California, which has one of the largest south Asian populations in the US, has been home to a growing movement of anti-caste activism, much of it focused on Silicon Valley, which has a large number of south Asian immigrants working in the tech sector.

This led state senator Aisha Wahab, the first Muslim and Afghan American woman elected to the state legislature, to author the bill. California’s civil rights law outlaws many forms of discrimination, including medical conditions, genetic information, sexual orientation, immigration status and ancestry. Wahab’s bill expands the definition of “ancestry” to include “lineal descent, heritage, parentage, caste, or any inherited social status”.

The bill sparked an intense response in California’s south Asian community. A public hearing on the bill this summer lasted hours as hundreds of people lined up around the Capitol to testify for and against. Opponents like the nonprofit Hindu American Foundation have argued that the law unfairly targets Hindus and “seeks to codify” negative stereotypes.

Earlier this week, Republican state senators Brian Jones and Shannon Grove called on Newsom to veto the bill, which they said will “not only target and racially profile South Asian Californians, but will put other California residents and businesses at risk and jeopardize our state’s innovate edge.”

Grove said the law could open up businesses to unnecessary or frivolous lawsuits.

Wahab argued it was essential to expand California laws to “protect more vulnerable people in communities that we don’t often talk about”.

In 2020, Cisco became the first company in the US to be sued for casteism after two high-caste Indian managers were accused of discriminating against a Dalit engineer. Cisco argued that the engineer was not a part of a protected class; California’s civil rights department dismissed the case against the managers earlier this year but is still investigating the company.

In response to the work of Dalit activists, Google and Apple updated their employee handbooks to explicitly name caste as a protected group.

Last year, California State University became the first university system to add caste as a protected category to its anti-discrimination policy. And on 28 September, California’s largest central valley city, Fresno, became the second city in the US to ban caste discrimination.

Proponents of the bill launched a hunger strike in early September pushing for the law’s passage. Thenmozhi Soundararajan, founder of the Oakland-based Equality Labs, the largest Dalit civil rights group in the US which has been leading the movement to end caste discrimination nationwide, said the goal of the fast is to end caste bias in every area, including employment and housing.

“We do this to recenter in our sacred commitment to human dignity, reconciliation and freedom and remind the governor and the state of the stakes we face if this bill is not signed into law,” she said.

“[California] is a unique place for us to be able to take the conversation of a community that’s suffering and ensure our rights and safety. Not just for our state but the rest of the nation,” said Soundararajan.

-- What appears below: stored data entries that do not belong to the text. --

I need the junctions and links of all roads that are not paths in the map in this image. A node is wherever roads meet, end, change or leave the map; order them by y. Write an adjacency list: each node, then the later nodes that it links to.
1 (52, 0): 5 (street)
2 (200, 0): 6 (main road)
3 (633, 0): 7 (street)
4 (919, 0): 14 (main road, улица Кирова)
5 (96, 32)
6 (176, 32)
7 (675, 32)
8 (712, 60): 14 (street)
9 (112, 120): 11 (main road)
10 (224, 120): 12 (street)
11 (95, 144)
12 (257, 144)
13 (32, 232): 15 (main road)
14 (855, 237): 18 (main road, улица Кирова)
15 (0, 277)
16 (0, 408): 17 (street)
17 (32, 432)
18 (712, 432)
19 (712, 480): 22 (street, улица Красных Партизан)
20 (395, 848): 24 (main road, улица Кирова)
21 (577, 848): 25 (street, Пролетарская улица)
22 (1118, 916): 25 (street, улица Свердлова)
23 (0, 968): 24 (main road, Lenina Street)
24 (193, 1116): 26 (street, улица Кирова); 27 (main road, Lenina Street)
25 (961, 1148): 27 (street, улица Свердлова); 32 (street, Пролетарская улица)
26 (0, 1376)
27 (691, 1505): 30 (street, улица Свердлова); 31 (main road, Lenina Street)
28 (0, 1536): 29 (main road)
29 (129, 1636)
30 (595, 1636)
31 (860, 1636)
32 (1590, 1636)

Soundararajan, who is Dalit and worked with Wahab to push the bill, said that she had faced harassment, vitriol and misinformation campaigns led by upper-caste people in the US. Last year, she said, she was invited to lead a talk at Google focused on caste discrimination, but it was cancelled after outcry from employees who argued that the talk was anti-Hindu.

Wahab had hoped the new law would help spur the anti-caste movement, but it is already growing outside California. Earlier this year, Seattle became the first US city to ban caste discrimination. In 2022, Brown university in Rhode Island became the first Ivy League school to add caste protections, and was followed by Harvard and Brandeis, both in Massachusetts, which have also added specific protections for caste.

Wahab said, in her remarks before the state assembly: “Caste systems are a social hierarchy that limits human potential, crushes the spirit and causes an intergenerational trauma that spans centuries.”

  • The Associated Press contributed to this report

• This piece has been updated to omit an outdated term used against the Dalit community.